Parallel zur EU-Initiative setzen die EU-Mitgliedsländer nationale Initiativen. In Österreich haben im Frühjahr der Wissenschaftsfonds FWF und die Forschungsförderungsgesellschaft FFG ein neues Förderprogramm für Quantenforschung und -technologie gestartet. Die FFG-Geschäftsführer Henrietta Egerth und Klaus Pseiner verweisen gegenüber der APA neben diesem Programm auch auf die von der Nationalstiftung bewilligten 5 Mio. Euro für die Entwicklung des Quantencomputers. Mit der nationalen Initiative sollen „die notwendigen Voraussetzungen für die erfolgreiche Teilnahme auf europäischer Ebene geschaffen werden“.

In Deutschland gilt bei diesem Thema offenbar die Devise „Klotzen, nicht kleckern“. Dort wurde im September das Programm „Quantentechnologien - von den Grundlagen zum Markt“ beschlossen, in das deutlich mehr Geld fließen soll als die EU in das Quanten-Flaggschiff investiert: 650 Millionen Euro sollen bis 2022 zur Verfügung gestellt werden.

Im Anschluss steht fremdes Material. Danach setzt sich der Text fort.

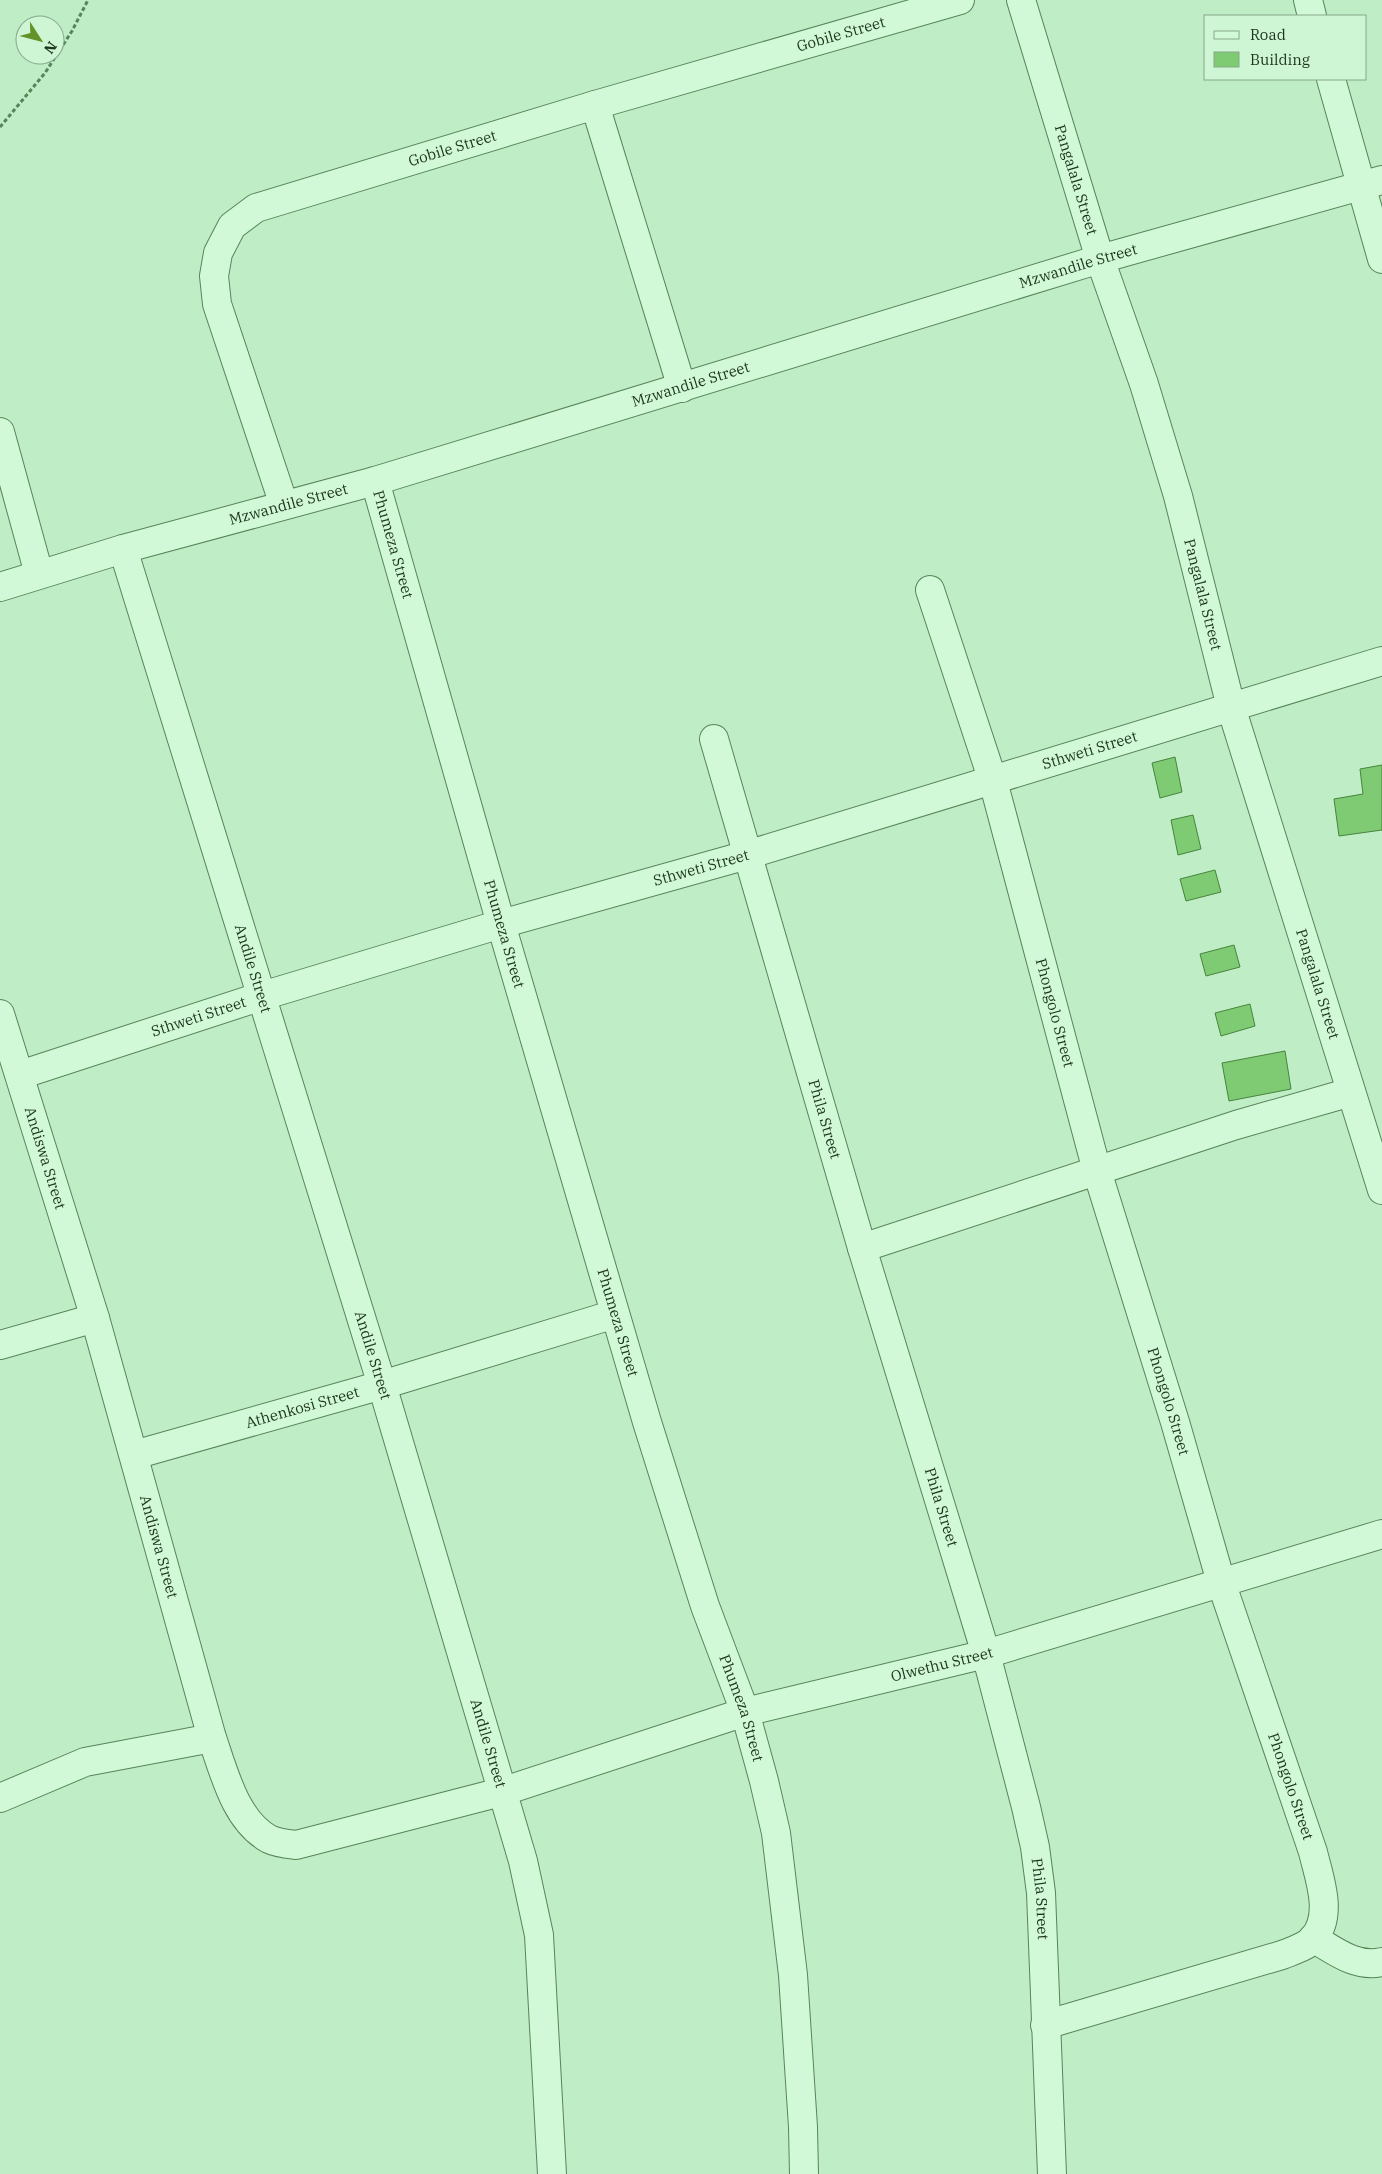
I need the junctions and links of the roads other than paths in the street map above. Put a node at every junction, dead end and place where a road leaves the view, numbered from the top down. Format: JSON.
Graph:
{"nodes":[{"id":1,"x":960,"y":0,"type":"edge"},
{"id":2,"x":1022,"y":0,"type":"edge"},
{"id":3,"x":1308,"y":0,"type":"edge"},
{"id":4,"x":1312,"y":15,"type":"edge"},
{"id":5,"x":1331,"y":80,"type":"edge"},
{"id":6,"x":595,"y":105,"type":"junction"},
{"id":7,"x":1372,"y":183,"type":"edge"},
{"id":8,"x":1100,"y":259,"type":"junction"},
{"id":9,"x":1382,"y":259,"type":"edge"},
{"id":10,"x":682,"y":388,"type":"junction"},
{"id":11,"x":0,"y":432,"type":"edge"},
{"id":12,"x":376,"y":481,"type":"junction"},
{"id":13,"x":284,"y":505,"type":"junction"},
{"id":14,"x":123,"y":549,"type":"junction"},
{"id":15,"x":39,"y":574,"type":"junction"},
{"id":16,"x":0,"y":587,"type":"edge"},
{"id":17,"x":930,"y":590,"type":"dead end"},
{"id":18,"x":1382,"y":661,"type":"edge"},
{"id":19,"x":1231,"y":707,"type":"junction"},
{"id":20,"x":714,"y":739,"type":"dead end"},
{"id":21,"x":993,"y":781,"type":"junction"},
{"id":22,"x":747,"y":854,"type":"junction"},
{"id":23,"x":501,"y":924,"type":"junction"},
{"id":24,"x":262,"y":996,"type":"junction"},
{"id":25,"x":0,"y":1014,"type":"edge"},
{"id":26,"x":20,"y":1075,"type":"junction"},
{"id":27,"x":1352,"y":1092,"type":"junction"},
{"id":28,"x":1097,"y":1171,"type":"junction"},
{"id":29,"x":1382,"y":1190,"type":"edge"},
{"id":30,"x":862,"y":1248,"type":"junction"},
{"id":31,"x":615,"y":1314,"type":"junction"},
{"id":32,"x":95,"y":1318,"type":"junction"},
{"id":33,"x":0,"y":1345,"type":"edge"},
{"id":34,"x":382,"y":1385,"type":"junction"},
{"id":35,"x":134,"y":1454,"type":"junction"},
{"id":36,"x":1382,"y":1534,"type":"edge"},
{"id":37,"x":1221,"y":1582,"type":"junction"},
{"id":38,"x":986,"y":1654,"type":"junction"},
{"id":39,"x":745,"y":1712,"type":"junction"},
{"id":40,"x":212,"y":1738,"type":"junction"},
{"id":41,"x":501,"y":1792,"type":"junction"},
{"id":42,"x":0,"y":1798,"type":"edge"},
{"id":43,"x":1313,"y":1938,"type":"junction"},
{"id":44,"x":1382,"y":1962,"type":"edge"},
{"id":45,"x":1045,"y":2025,"type":"junction"},
{"id":46,"x":552,"y":2174,"type":"edge"},
{"id":47,"x":804,"y":2174,"type":"edge"},
{"id":48,"x":1052,"y":2174,"type":"edge"}],
"edges":[{"from":1,"to":6,"type":"street","name":"Gobile Street"},
{"from":2,"to":8,"type":"street","name":"Pangalala Street"},
{"from":3,"to":4,"type":"street"},
{"from":5,"to":7,"type":"street"},
{"from":6,"to":10,"type":"street"},
{"from":6,"to":13,"type":"street","name":"Gobile Street"},
{"from":7,"to":8,"type":"street","name":"Mzwandile Street"},
{"from":7,"to":9,"type":"street"},
{"from":8,"to":10,"type":"street","name":"Mzwandile Street"},
{"from":8,"to":19,"type":"street","name":"Pangalala Street"},
{"from":10,"to":12,"type":"street","name":"Mzwandile Street"},
{"from":11,"to":15,"type":"street"},
{"from":12,"to":13,"type":"street","name":"Mzwandile Street"},
{"from":12,"to":23,"type":"street","name":"Phumeza Street"},
{"from":13,"to":14,"type":"street","name":"Mzwandile Street"},
{"from":14,"to":15,"type":"street","name":"Mzwandile Street"},
{"from":14,"to":24,"type":"street","name":"Andile Street"},
{"from":15,"to":16,"type":"street","name":"Mzwandile Street"},
{"from":17,"to":21,"type":"street","name":"Phongolo Street"},
{"from":18,"to":19,"type":"street","name":"Sthweti Street"},
{"from":19,"to":21,"type":"street","name":"Sthweti Street"},
{"from":19,"to":27,"type":"street","name":"Pangalala Street"},
{"from":20,"to":22,"type":"street","name":"Phila Street"},
{"from":21,"to":22,"type":"street","name":"Sthweti Street"},
{"from":21,"to":28,"type":"street","name":"Phongolo Street"},
{"from":22,"to":23,"type":"street","name":"Sthweti Street"},
{"from":22,"to":30,"type":"street","name":"Phila Street"},
{"from":23,"to":24,"type":"street","name":"Sthweti Street"},
{"from":23,"to":31,"type":"street","name":"Phumeza Street"},
{"from":24,"to":26,"type":"street","name":"Sthweti Street"},
{"from":24,"to":34,"type":"street","name":"Andile Street"},
{"from":25,"to":26,"type":"street","name":"Andiswa Street"},
{"from":26,"to":32,"type":"street","name":"Andiswa Street"},
{"from":27,"to":28,"type":"street"},
{"from":27,"to":29,"type":"street","name":"Pangalala Street"},
{"from":28,"to":30,"type":"street"},
{"from":28,"to":37,"type":"street","name":"Phongolo Street"},
{"from":30,"to":38,"type":"street","name":"Phila Street"},
{"from":31,"to":34,"type":"street","name":"Athenkosi Street"},
{"from":31,"to":39,"type":"street","name":"Phumeza Street"},
{"from":32,"to":33,"type":"street"},
{"from":32,"to":35,"type":"street","name":"Andiswa Street"},
{"from":34,"to":35,"type":"street","name":"Athenkosi Street"},
{"from":34,"to":41,"type":"street","name":"Andile Street"},
{"from":35,"to":40,"type":"street","name":"Andiswa Street"},
{"from":36,"to":37,"type":"street","name":"Olwethu Street"},
{"from":37,"to":38,"type":"street","name":"Olwethu Street"},
{"from":37,"to":43,"type":"street","name":"Phongolo Street"},
{"from":38,"to":39,"type":"street","name":"Olwethu Street"},
{"from":38,"to":45,"type":"street","name":"Phila Street"},
{"from":39,"to":41,"type":"street","name":"Olwethu Street"},
{"from":39,"to":47,"type":"street","name":"Phumeza Street"},
{"from":40,"to":41,"type":"street","name":"Andiswa Street"},
{"from":40,"to":42,"type":"street"},
{"from":41,"to":46,"type":"street","name":"Andile Street"},
{"from":43,"to":44,"type":"street"},
{"from":43,"to":45,"type":"street"},
{"from":45,"to":48,"type":"street","name":"Phila Street"}]}
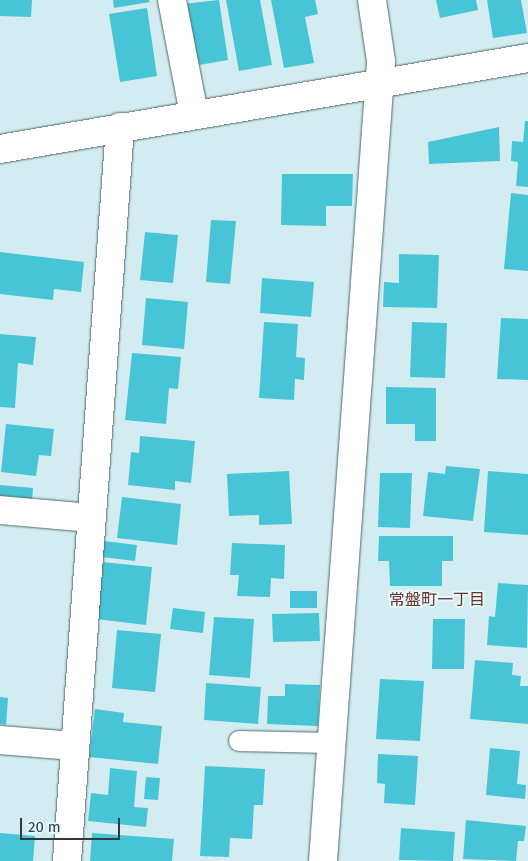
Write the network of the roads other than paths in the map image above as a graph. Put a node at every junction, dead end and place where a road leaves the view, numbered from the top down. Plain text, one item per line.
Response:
1 (172, 0) edge
2 (372, 0) edge
3 (528, 58) edge
4 (379, 84) junction
5 (194, 114) junction
6 (120, 127) junction
7 (0, 149) edge
8 (0, 510) edge
9 (92, 518) junction
10 (0, 740) edge
11 (239, 741) dead end
12 (331, 743) junction
13 (74, 746) junction
14 (67, 861) edge
15 (323, 861) edge

1 - 5 street
2 - 4 street
3 - 4 street
4 - 5 street
4 - 12 street
5 - 6 street
6 - 7 street
6 - 9 street
8 - 9 street
9 - 13 street
10 - 13 street
11 - 12 lane
12 - 15 street
13 - 14 street

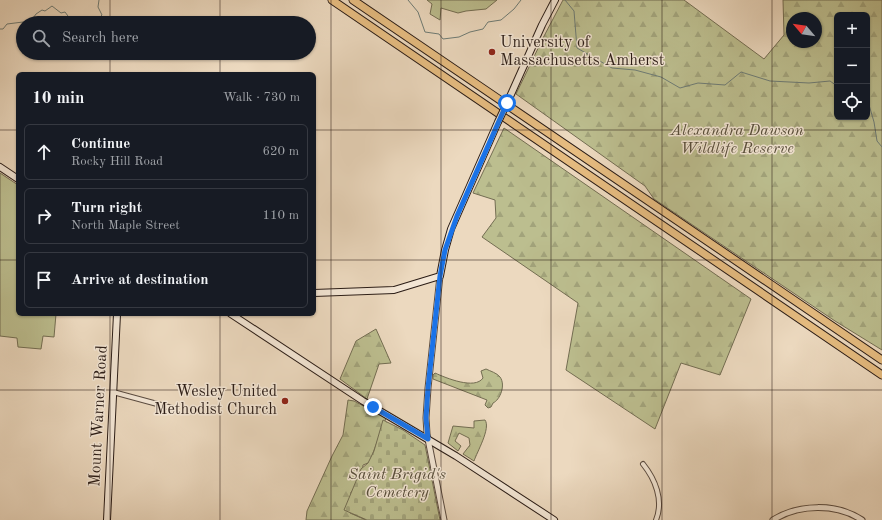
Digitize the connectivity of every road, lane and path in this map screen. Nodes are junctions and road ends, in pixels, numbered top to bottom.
1 (332, 0) edge
2 (353, 0) edge
3 (555, 0) edge
4 (0, 167) edge
5 (16, 178) edge
6 (440, 276) junction
7 (316, 293) edge
8 (117, 316) edge
9 (236, 316) edge
10 (882, 360) edge
11 (882, 375) edge
12 (113, 392) junction
13 (172, 408) dead end
14 (428, 439) junction
15 (643, 464) dead end
16 (107, 520) edge
17 (444, 520) edge
18 (554, 520) edge
19 (656, 520) edge
20 (773, 520) edge
21 (862, 520) edge

1 - 11 main road
2 - 10 main road
3 - 6 main road, bridge
4 - 5 main road
6 - 7 main road
6 - 14 street
8 - 12 main road, Mount Warner Road
9 - 14 main road
12 - 13 street
12 - 16 main road, Mount Warner Road
14 - 17 street
14 - 18 main road
15 - 19 street
20 - 21 street

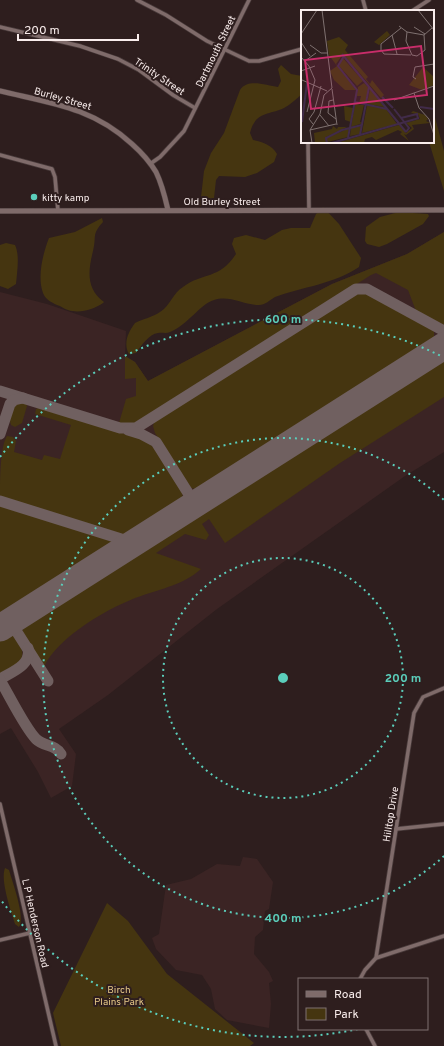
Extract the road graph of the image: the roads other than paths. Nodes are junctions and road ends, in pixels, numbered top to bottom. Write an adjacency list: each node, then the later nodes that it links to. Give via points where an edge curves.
1 (137, 0): 8 (street)
2 (249, 0): 8 (street, Dartmouth Street)
3 (363, 0): 5 (street)
4 (429, 0): 6 (street)
5 (366, 10)
6 (414, 10)
7 (0, 27): 11 (street, Trinity Street, via 80,46 118,59)
8 (224, 49): 9 (street, via 254,62); 11 (street, Dartmouth Street)
9 (301, 49)
10 (0, 91): 14 (main road, Burley Street, via 57,104 94,117 116,129)
11 (195, 108): 14 (street, Dartmouth Street, via 179,138)
12 (308, 143): 17 (street)
13 (0, 155): 19 (street, via 52,169)
14 (150, 164): 16 (main road, Burley Street, via 162,185)
15 (0, 210): 19 (main road, Old Burley Street)
16 (168, 210): 17 (main road, Old Burley Street); 19 (main road, Old Burley Street)
17 (309, 210): 18 (main road, Old Burley Street)
18 (444, 210)
19 (58, 211)
20 (444, 688): 23 (street, Hilltop Drive, via 424,697 414,713)
21 (0, 804): 24 (street, L P Henderson Road)
22 (444, 824): 23 (street)
23 (396, 829): 27 (street, Hilltop Drive)
24 (30, 933): 26 (street); 30 (street, L P Henderson Road)
25 (444, 936): 27 (street)
26 (0, 940)
27 (376, 958): 28 (street)
28 (361, 978)
29 (367, 1030): 31 (street)
30 (56, 1046)
31 (375, 1046)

Global gesehen hat China weltweiten Führungsanspruch im Bereich Quantentechnologien angemeldet. Mit konkreten Zahlen ist das nicht untermauert, die Rede war von mehreren zehn Milliarden Dollar an staatlichen Investitionen in den kommenden Jahren. Da können die USA nicht nachstehen, das Repräsentantenhaus hat im September den „National Quantum Initiative Act“ verabschiedet, für die ersten fünf Jahre sind 1,3 Mrd. Dollar dafür geplant.